The Environment Protection Agency (EPA) estimates that as many as one in 15 homes have high levels of radon gas. This statistic translates into approximately 8 million U.S. families living with the danger of radon in the home. Read on to learn more about radon and how it can threaten your family’s health.
What is Radon?
Radon is an invisible and odorless gas that forms in rocks and soil underground. Radon is formed when naturally-occurring uranium breaks down in the soil and the gas rises into the atmosphere.
How Does Radon Get Into the Home?
Radon enters your home through cracks in the fountain, walls, and floors. Concrete block walls are not exempt. Radon can also pass through the following other points of entry.
- Sump pumps
- Floor drains
- Well water
- Gaps around pipes entering the foundation
- Fireplaces and furnaces
- Exterior air vents
- Construction joints near concrete
Why is Radon Dangerous?
Since radon is a naturally-occurring gas, everyone is exposed to low levels when outdoors. The danger of radon in the home becomes a risk when it’s trapped indoors and accumulates to unsafe levels. Because it is colorless and odorless, the only way to know if you have high levels (4 pCi/L or higher) is to test for it.
Studies have proven that radon gas in the home is the second leading cause of lung cancer in smokers and the first leading cause in non-smokers. Radon is responsible for around 21,000 deaths from lung cancer each year. Of course, smokers are even more susceptible to lung cancer when exposed to high levels of radon inside the home.
How to Avoid the Danger of Radon In the Home
It’s well worth the money spent to test and remediate the danger of radon in the home, especially if you have a basement. Contact a certified radon tester first. They have the expertise to test for radon correctly.
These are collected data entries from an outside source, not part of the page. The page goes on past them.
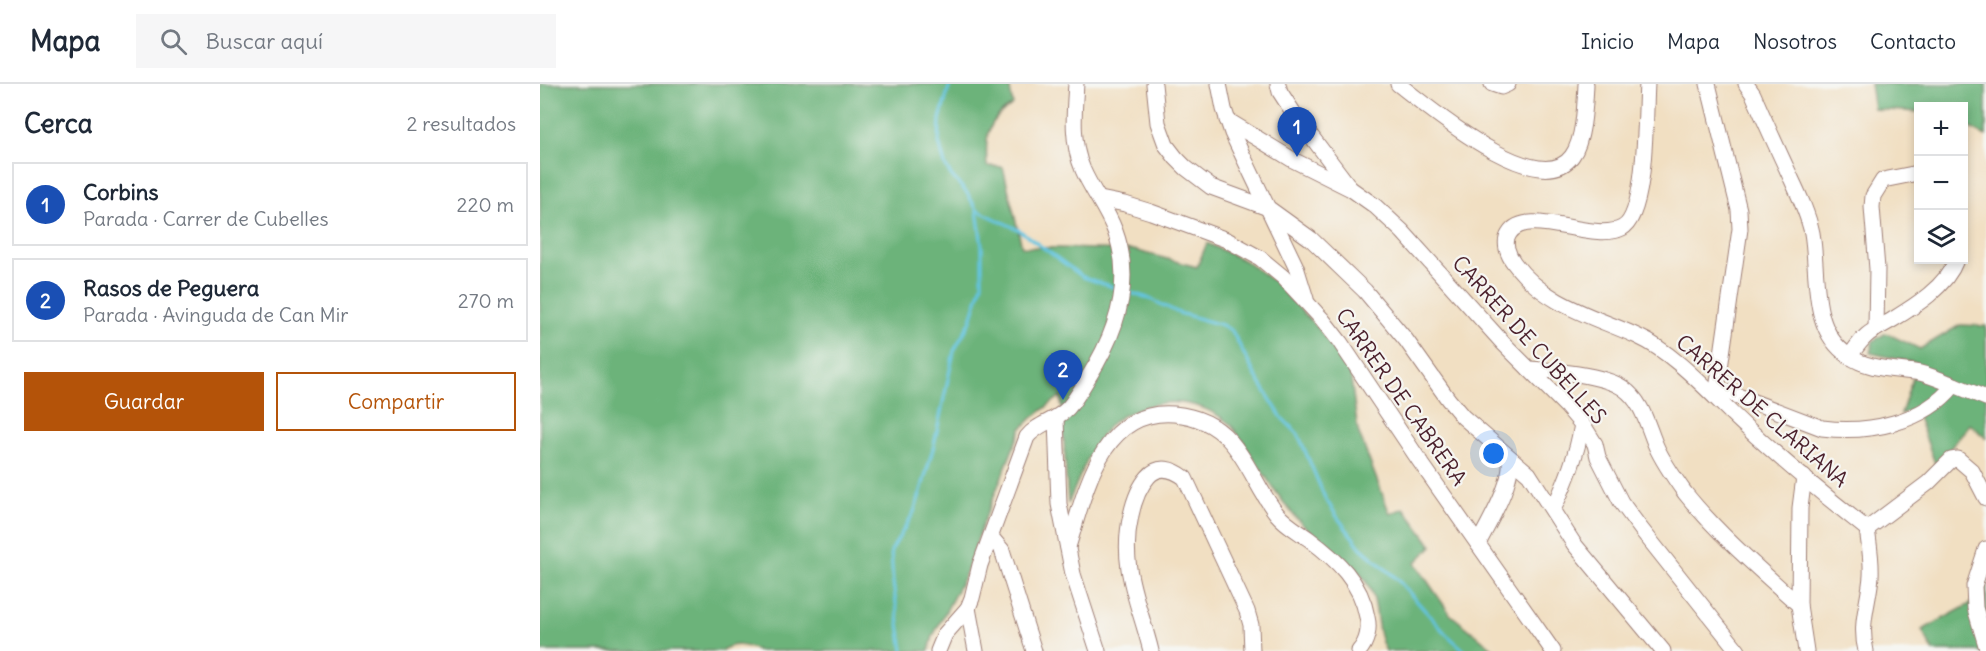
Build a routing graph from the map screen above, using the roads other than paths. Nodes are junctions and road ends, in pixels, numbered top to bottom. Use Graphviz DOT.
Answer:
graph roads {
  1 [pos="1076,84"];
  2 [pos="1154,84"];
  3 [pos="1219,84"];
  4 [pos="1278,84"];
  5 [pos="1398,84"];
  6 [pos="1492,84"];
  7 [pos="1508,84"];
  8 [pos="1586,84"];
  9 [pos="1647,84"];
  10 [pos="1708,84"];
  11 [pos="1746,84"];
  12 [pos="1227,120"];
  13 [pos="1914,174"];
  14 [pos="1351,189"];
  15 [pos="1100,199"];
  16 [pos="1268,208"];
  17 [pos="1954,264"];
  18 [pos="1307,302"];
  19 [pos="1876,329"];
  20 [pos="1849,357"];
  21 [pos="1529,369"];
  22 [pos="1954,385"];
  23 [pos="1716,393"];
  24 [pos="1986,398"];
  25 [pos="1056,419"];
  26 [pos="1582,424"];
  27 [pos="1509,458"];
  28 [pos="1804,477"];
  29 [pos="1986,498"];
  30 [pos="1553,510"];
  31 [pos="1867,528"];
  32 [pos="991,537"];
  33 [pos="1478,544"];
  34 [pos="1068,547"];
  35 [pos="1986,549"];
  36 [pos="1799,605"];
  37 [pos="968,608"];
  38 [pos="1986,645"];
  39 [pos="1362,650"];
  40 [pos="938,651"];
  41 [pos="976,651"];
  42 [pos="1034,651"];
  43 [pos="1098,651"];
  44 [pos="1150,651"];
  45 [pos="1252,651"];
  46 [pos="1553,651"];
  47 [pos="1663,651"];
  48 [pos="1738,651"];
  49 [pos="1806,651"];
  50 [pos="1866,651"];
  1 -- 15 [label="street"];
  2 -- 16 [label="street"];
  3 -- 12 [label="street"];
  4 -- 14 [label="street"];
  5 -- 8 [label="street"];
  6 -- 7 [label="street"];
  9 -- 23 [label="street, CARRER DE CLARIANA"];
  10 -- 23 [label="street"];
  11 -- 20 [label="street"];
  12 -- 14 [label="street, CARRER DE CUBELLES"];
  12 -- 16 [label="street"];
  13 -- 19 [label="street"];
  14 -- 21 [label="street, CARRER DE CUBELLES"];
  15 -- 18 [label="street, CARRER DE CABRERA"];
  15 -- 25 [label="street"];
  16 -- 18 [label="street"];
  16 -- 27 [label="street"];
  17 -- 19 [label="street"];
  18 -- 33 [label="street, CARRER DE CABRERA"];
  19 -- 20 [label="street"];
  20 -- 22 [label="street"];
  21 -- 26 [label="street, CARRER DE CUBELLES"];
  21 -- 36 [label="street"];
  22 -- 23 [label="street"];
  22 -- 24 [label="street"];
  23 -- 28 [label="street, CARRER DE CLARIANA"];
  25 -- 32 [label="street"];
  25 -- 34 [label="street"];
  26 -- 30 [label="street"];
  26 -- 48 [label="street, CARRER DE CUBELLES"];
  27 -- 30 [label="street"];
  27 -- 33 [label="street"];
  28 -- 31 [label="street, CARRER DE CLARIANA"];
  28 -- 36 [label="street"];
  29 -- 31 [label="street"];
  30 -- 47 [label="street"];
  31 -- 50 [label="street"];
  32 -- 37 [label="street"];
  32 -- 42 [label="street"];
  33 -- 46 [label="street, CARRER DE CABRERA"];
  34 -- 39 [label="street"];
  34 -- 43 [label="street"];
  35 -- 38 [label="street"];
  36 -- 49 [label="street"];
  37 -- 40 [label="street"];
  37 -- 41 [label="street"];
  44 -- 45 [label="street"];
}
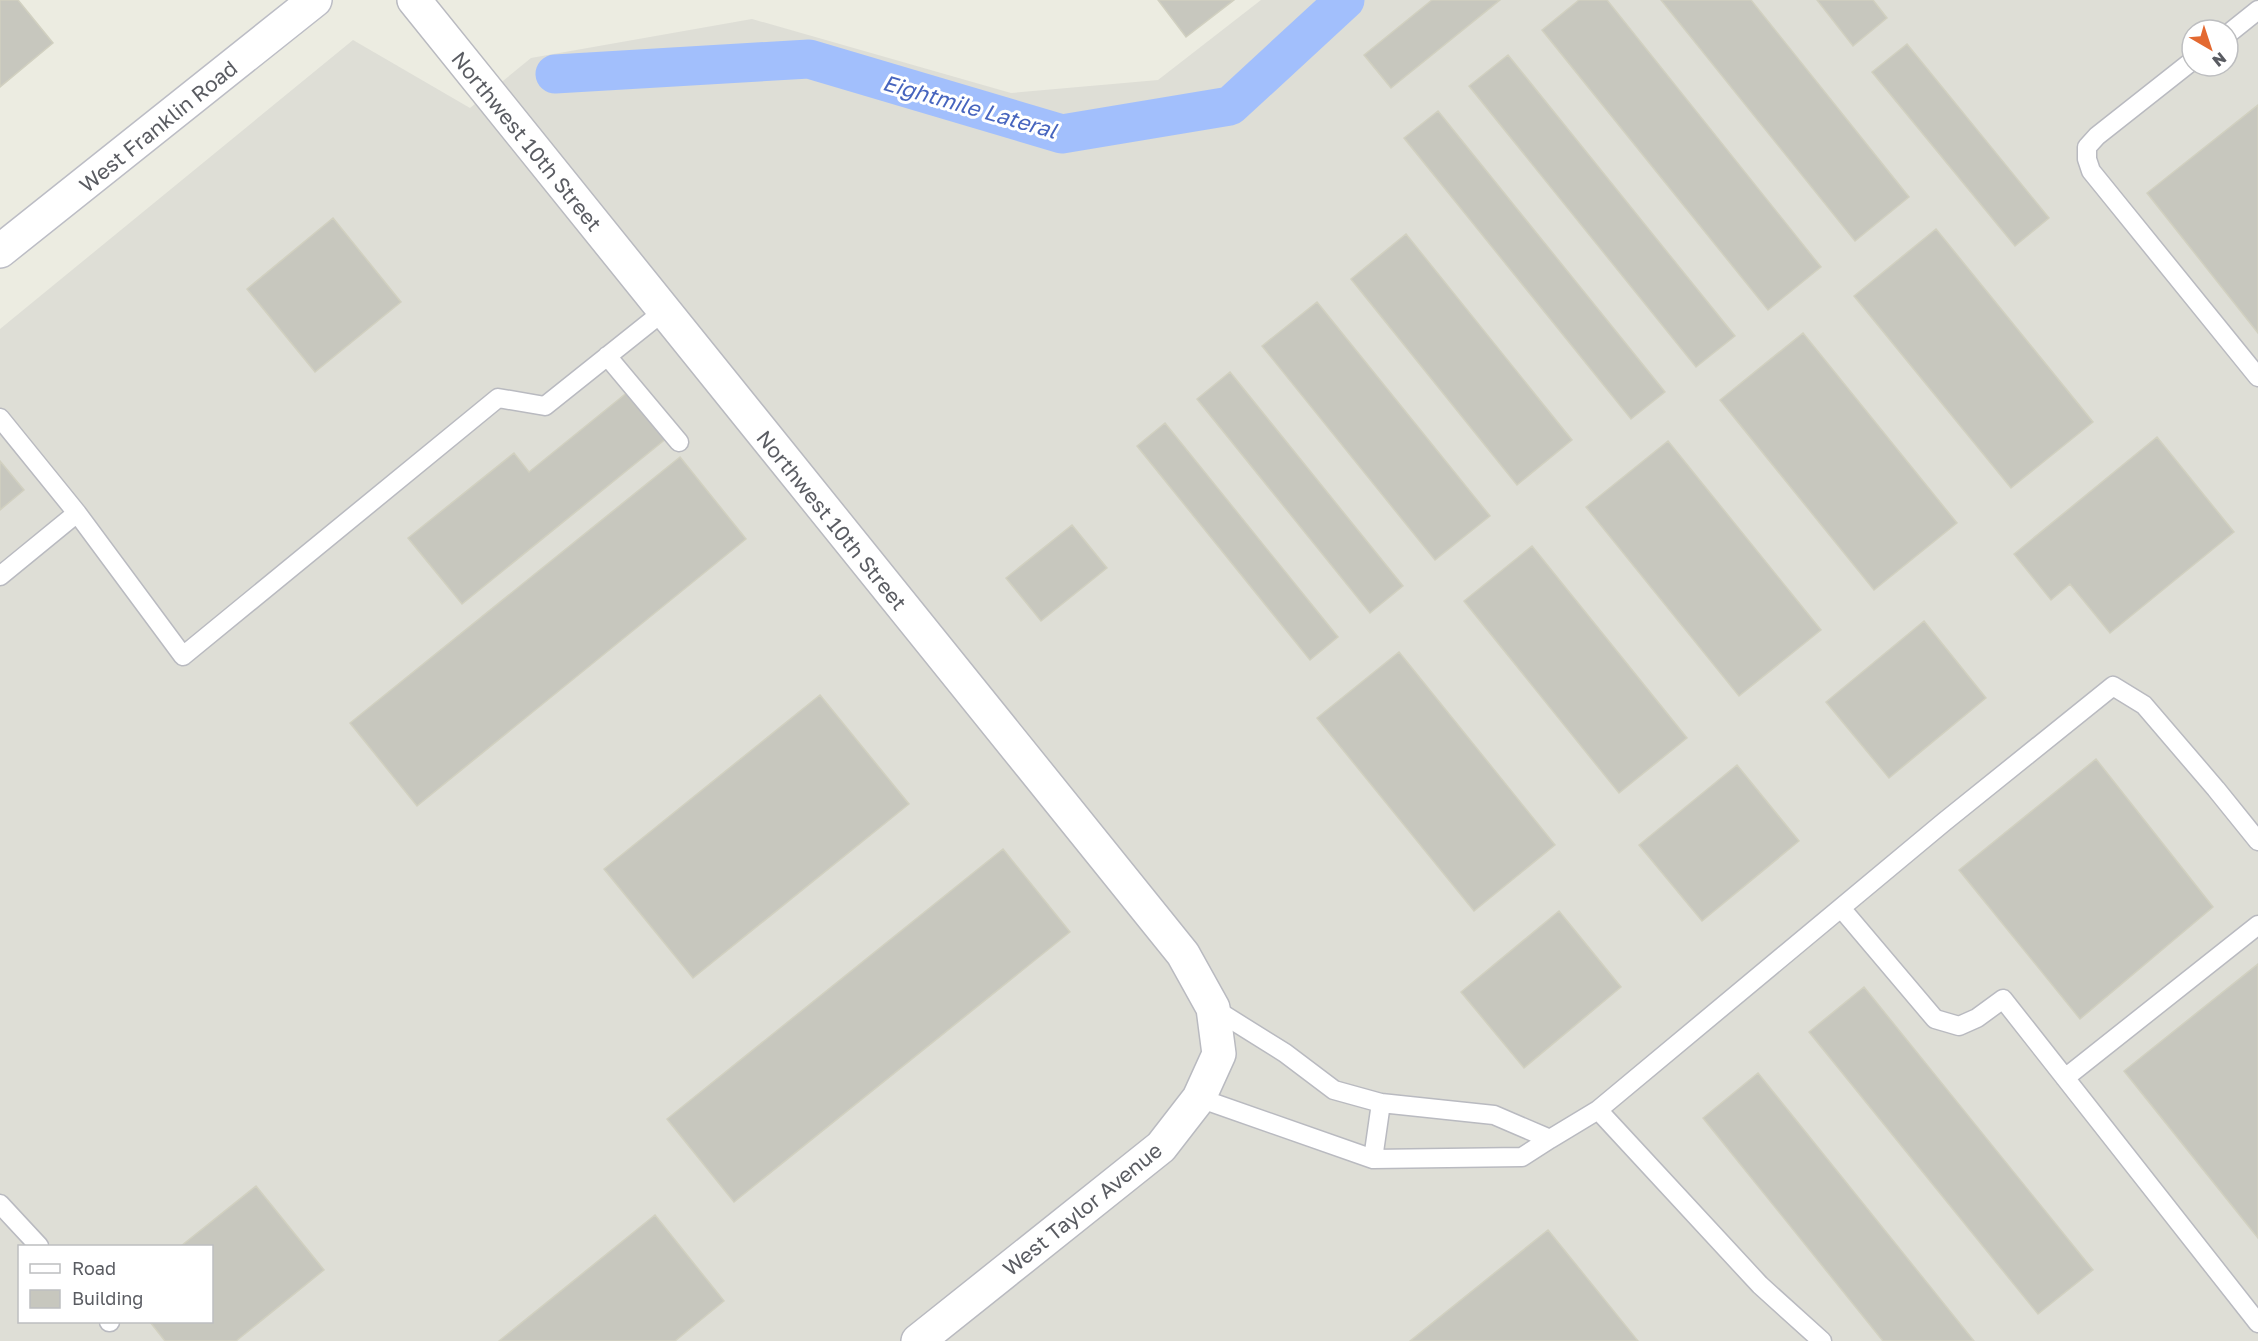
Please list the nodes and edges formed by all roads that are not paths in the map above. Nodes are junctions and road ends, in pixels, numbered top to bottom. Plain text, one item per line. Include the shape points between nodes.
1 (315, 0) edge
2 (414, 0) edge
3 (2258, 10) edge
4 (2240, 24) edge
5 (2180, 70) edge
6 (0, 251) edge
7 (664, 311) junction
8 (607, 356) junction
9 (2258, 377) edge
10 (0, 418) edge
11 (679, 442) dead end
12 (77, 513) junction
13 (0, 576) edge
14 (2258, 841) edge
15 (1841, 908) junction
16 (2258, 925) edge
17 (1214, 1008) junction
18 (1219, 1054) joint
19 (2065, 1078) junction
20 (1199, 1098) junction
21 (1381, 1103) junction
22 (1598, 1110) junction
23 (1550, 1139) junction
24 (1373, 1159) junction
25 (0, 1204) edge
26 (38, 1245) edge
27 (2258, 1323) edge
28 (918, 1341) edge
29 (1822, 1341) edge

1 - 6 street, West Franklin Road
2 - 7 street, Northwest 10th Street
3 - 4 lane
5 - 9 lane via 2097,136 2087,147 2087,159 2091,171
7 - 8 lane
7 - 17 street, Northwest 10th Street via 1183,954
8 - 11 lane
8 - 12 lane via 545,406 498,398 183,656
10 - 12 lane
12 - 13 lane
14 - 15 lane via 2144,705 2113,686
15 - 19 lane via 1935,1019 1959,1026 2003,999
15 - 22 lane
16 - 19 lane
17 - 18 street, Northwest 10th Street
17 - 21 lane via 1334,1090
18 - 20 street, West Taylor Avenue
19 - 27 lane
20 - 24 lane
20 - 28 street, West Taylor Avenue via 1161,1147
21 - 23 lane via 1494,1115
21 - 24 lane
22 - 23 lane
22 - 29 lane via 1760,1285
23 - 24 lane via 1522,1157
25 - 26 lane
If high levels are found, steps can be taken to remove radon like installing a soil suction radon reduction system.
Radon mitigation professionals will then seal cracks in the walls, foundations, and floors to keep radon from entering and building up to dangerous levels again. If you have well water, they will also advise you on steps to take to make sure your water is free from high levels of radon.